| What to produce |
Go through the material underneath and show every line where the string "import" occurs.

| Source material |
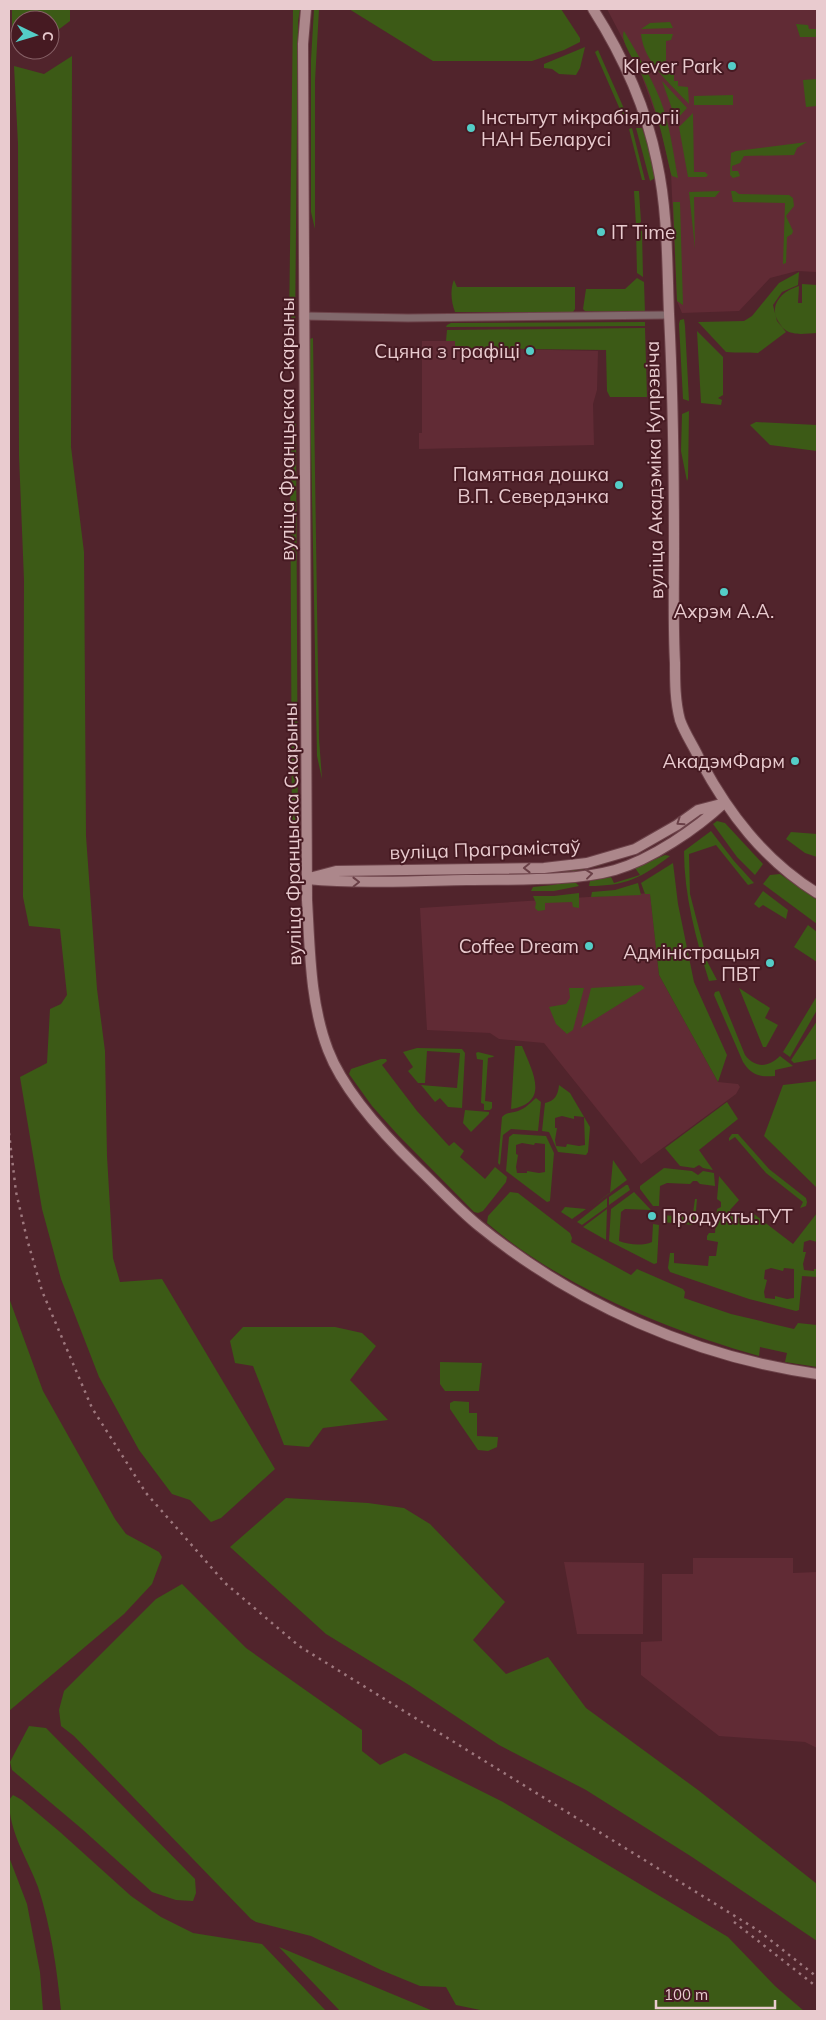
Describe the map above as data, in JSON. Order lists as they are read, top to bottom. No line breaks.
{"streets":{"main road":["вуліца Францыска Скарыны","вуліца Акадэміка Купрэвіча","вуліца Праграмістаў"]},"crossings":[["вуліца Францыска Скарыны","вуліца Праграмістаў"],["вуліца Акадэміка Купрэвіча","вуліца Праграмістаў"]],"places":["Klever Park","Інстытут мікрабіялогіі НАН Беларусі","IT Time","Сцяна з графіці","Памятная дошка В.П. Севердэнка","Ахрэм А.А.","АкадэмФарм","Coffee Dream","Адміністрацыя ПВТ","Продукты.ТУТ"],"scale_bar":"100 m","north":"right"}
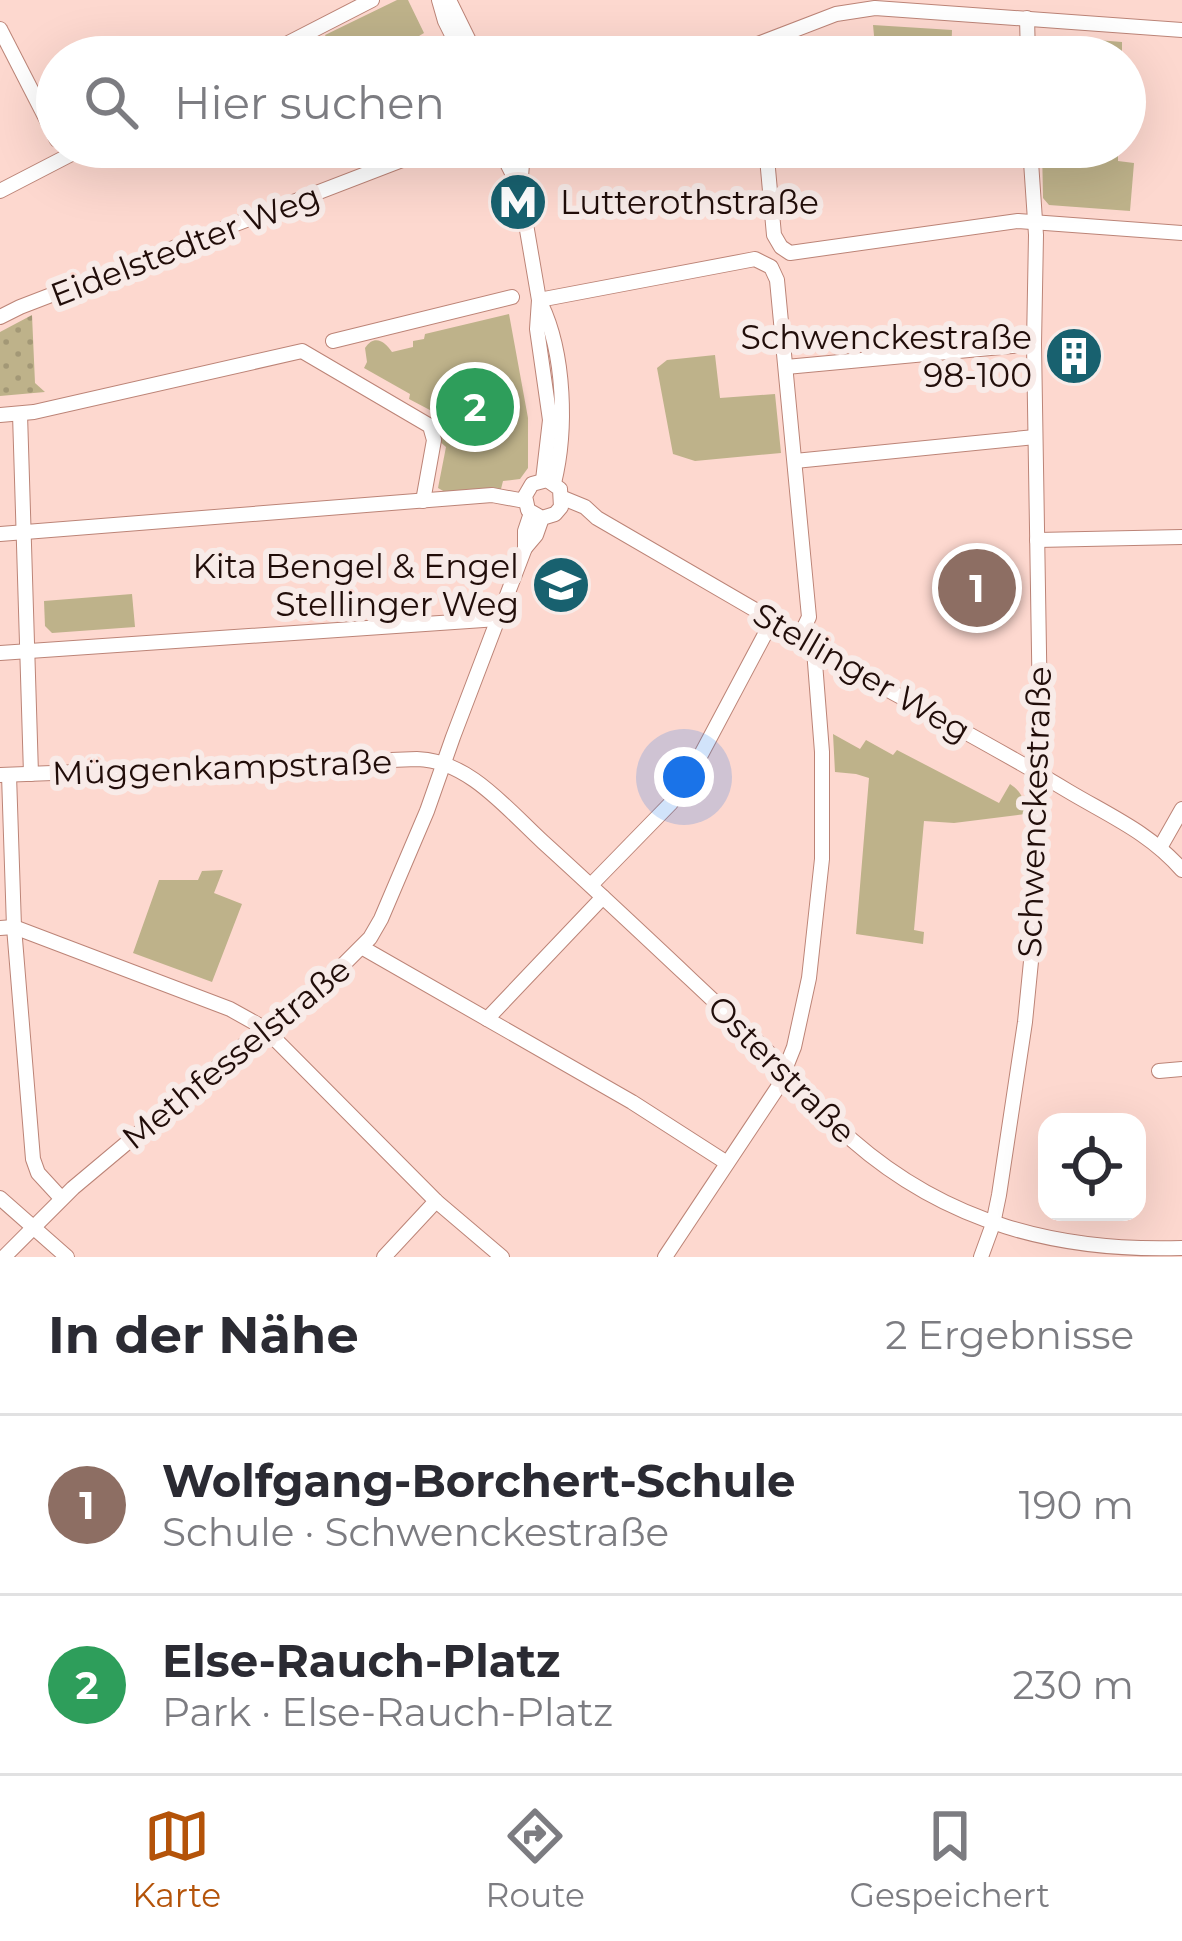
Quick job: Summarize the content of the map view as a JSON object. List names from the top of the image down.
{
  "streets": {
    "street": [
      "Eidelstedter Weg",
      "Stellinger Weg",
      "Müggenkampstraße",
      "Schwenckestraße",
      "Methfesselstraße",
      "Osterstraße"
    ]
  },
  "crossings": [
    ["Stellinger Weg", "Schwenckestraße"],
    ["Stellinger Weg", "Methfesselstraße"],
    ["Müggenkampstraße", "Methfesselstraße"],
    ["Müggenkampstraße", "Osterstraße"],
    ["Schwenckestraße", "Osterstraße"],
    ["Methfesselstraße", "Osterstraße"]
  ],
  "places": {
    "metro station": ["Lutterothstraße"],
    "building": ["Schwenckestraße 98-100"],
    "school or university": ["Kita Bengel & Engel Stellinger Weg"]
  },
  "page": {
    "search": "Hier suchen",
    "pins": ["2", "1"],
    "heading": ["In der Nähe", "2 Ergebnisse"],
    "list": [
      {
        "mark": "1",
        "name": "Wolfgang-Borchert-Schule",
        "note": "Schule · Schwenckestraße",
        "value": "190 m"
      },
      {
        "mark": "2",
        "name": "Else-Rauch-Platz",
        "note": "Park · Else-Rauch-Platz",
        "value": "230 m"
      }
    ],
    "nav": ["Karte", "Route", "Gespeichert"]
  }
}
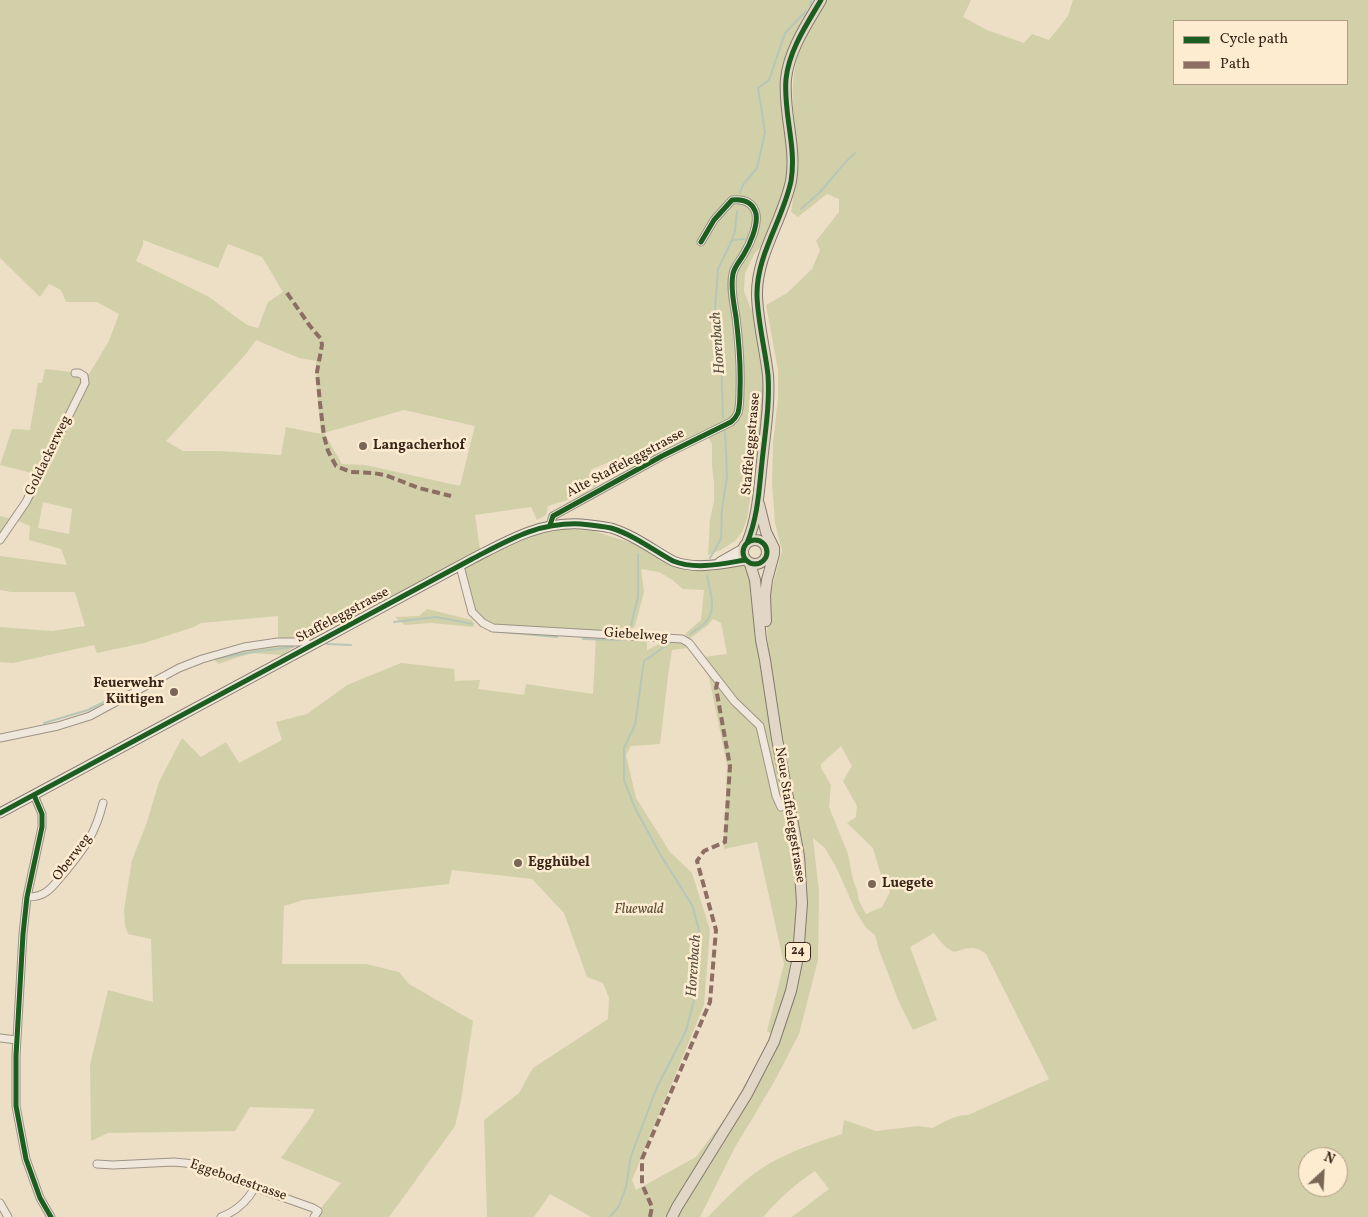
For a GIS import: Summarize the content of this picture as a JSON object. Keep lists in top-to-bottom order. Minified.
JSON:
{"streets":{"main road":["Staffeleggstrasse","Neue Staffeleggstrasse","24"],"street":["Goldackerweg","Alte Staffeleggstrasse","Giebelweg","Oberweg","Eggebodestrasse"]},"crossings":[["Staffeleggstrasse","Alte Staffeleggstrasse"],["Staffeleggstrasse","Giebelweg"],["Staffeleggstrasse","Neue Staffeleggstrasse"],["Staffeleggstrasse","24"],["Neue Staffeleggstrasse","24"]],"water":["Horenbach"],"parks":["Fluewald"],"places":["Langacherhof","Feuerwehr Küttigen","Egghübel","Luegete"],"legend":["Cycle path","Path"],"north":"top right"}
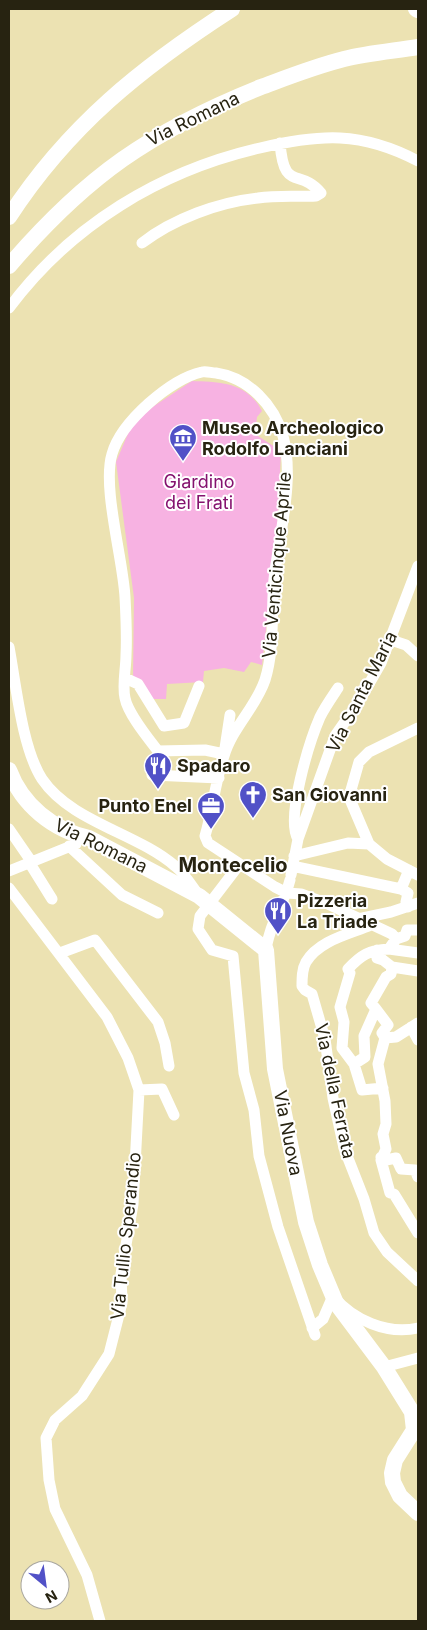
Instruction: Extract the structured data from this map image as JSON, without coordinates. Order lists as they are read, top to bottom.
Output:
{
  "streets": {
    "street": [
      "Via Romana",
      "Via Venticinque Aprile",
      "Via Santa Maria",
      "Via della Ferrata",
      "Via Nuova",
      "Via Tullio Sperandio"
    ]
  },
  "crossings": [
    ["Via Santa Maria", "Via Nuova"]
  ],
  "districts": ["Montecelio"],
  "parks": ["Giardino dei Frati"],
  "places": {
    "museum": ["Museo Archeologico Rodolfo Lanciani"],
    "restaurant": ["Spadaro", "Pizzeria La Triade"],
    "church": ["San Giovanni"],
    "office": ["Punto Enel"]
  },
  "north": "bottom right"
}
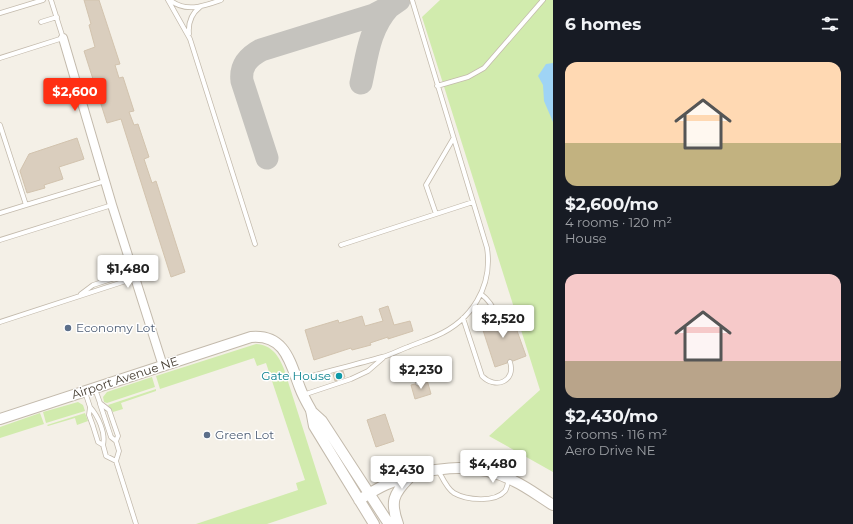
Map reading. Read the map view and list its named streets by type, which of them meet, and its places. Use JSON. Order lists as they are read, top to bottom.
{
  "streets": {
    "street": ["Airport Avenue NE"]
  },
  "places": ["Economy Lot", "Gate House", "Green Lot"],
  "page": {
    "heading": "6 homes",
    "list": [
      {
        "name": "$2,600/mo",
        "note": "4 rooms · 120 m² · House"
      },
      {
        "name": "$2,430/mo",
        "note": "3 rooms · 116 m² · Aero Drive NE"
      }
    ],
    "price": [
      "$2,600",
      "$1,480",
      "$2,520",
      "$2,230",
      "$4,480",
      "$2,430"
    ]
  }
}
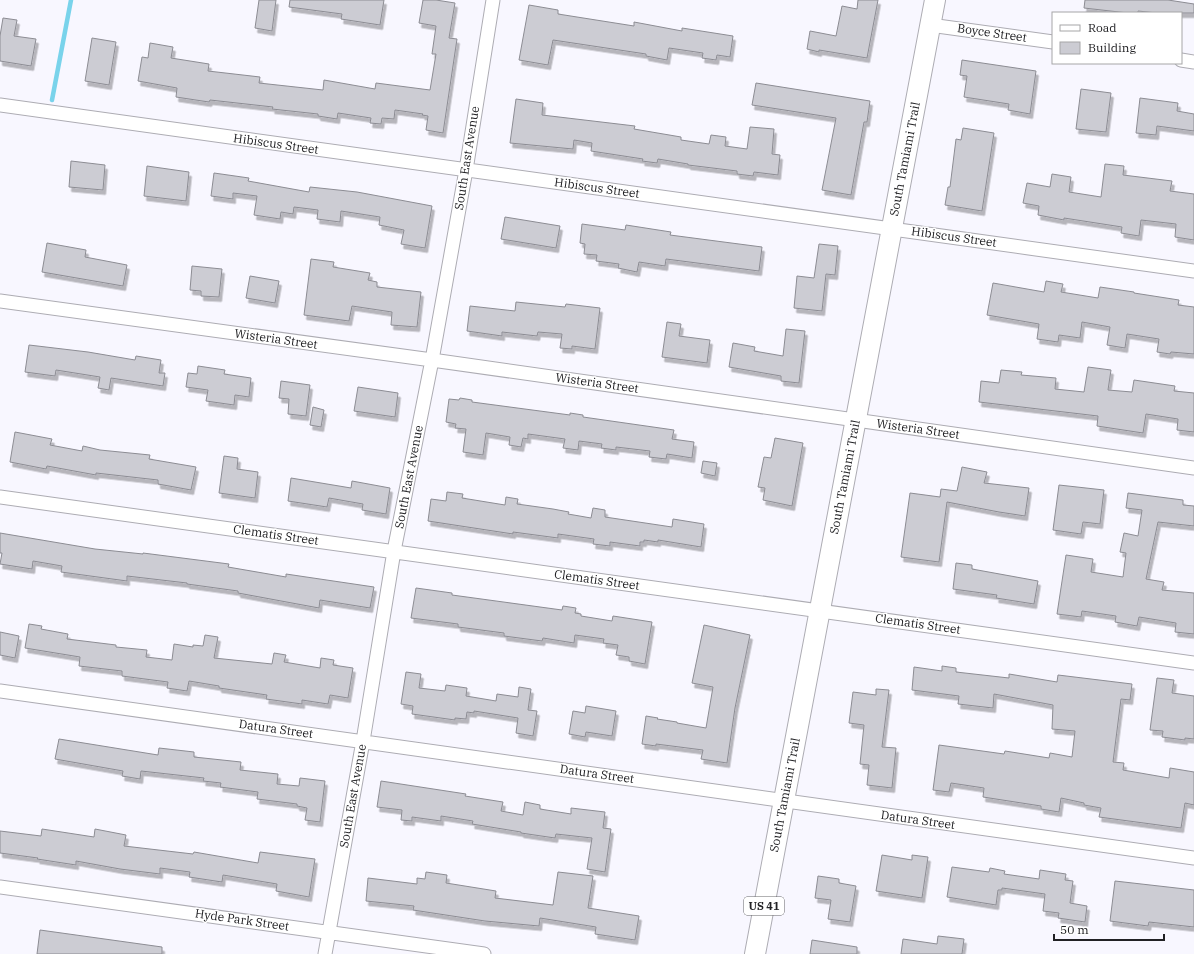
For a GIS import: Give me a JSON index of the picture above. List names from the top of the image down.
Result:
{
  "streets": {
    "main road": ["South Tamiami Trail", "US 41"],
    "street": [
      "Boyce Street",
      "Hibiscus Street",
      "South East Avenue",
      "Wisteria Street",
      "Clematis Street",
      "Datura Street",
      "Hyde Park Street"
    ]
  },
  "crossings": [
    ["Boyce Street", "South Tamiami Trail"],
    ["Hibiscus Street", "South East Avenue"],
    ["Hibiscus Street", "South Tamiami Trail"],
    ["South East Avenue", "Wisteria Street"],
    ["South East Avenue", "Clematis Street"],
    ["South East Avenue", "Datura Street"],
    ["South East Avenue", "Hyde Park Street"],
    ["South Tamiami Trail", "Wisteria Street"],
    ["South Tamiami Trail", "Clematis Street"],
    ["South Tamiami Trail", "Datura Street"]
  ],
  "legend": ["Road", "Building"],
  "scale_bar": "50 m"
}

| Task result |
For a GIS import: Summarize the content of this picture as a JSON object. Keep lists in top-to-bottom order. Minified.
For a GIS import: Give me a JSON index of the picture above. List names from the top of the image down.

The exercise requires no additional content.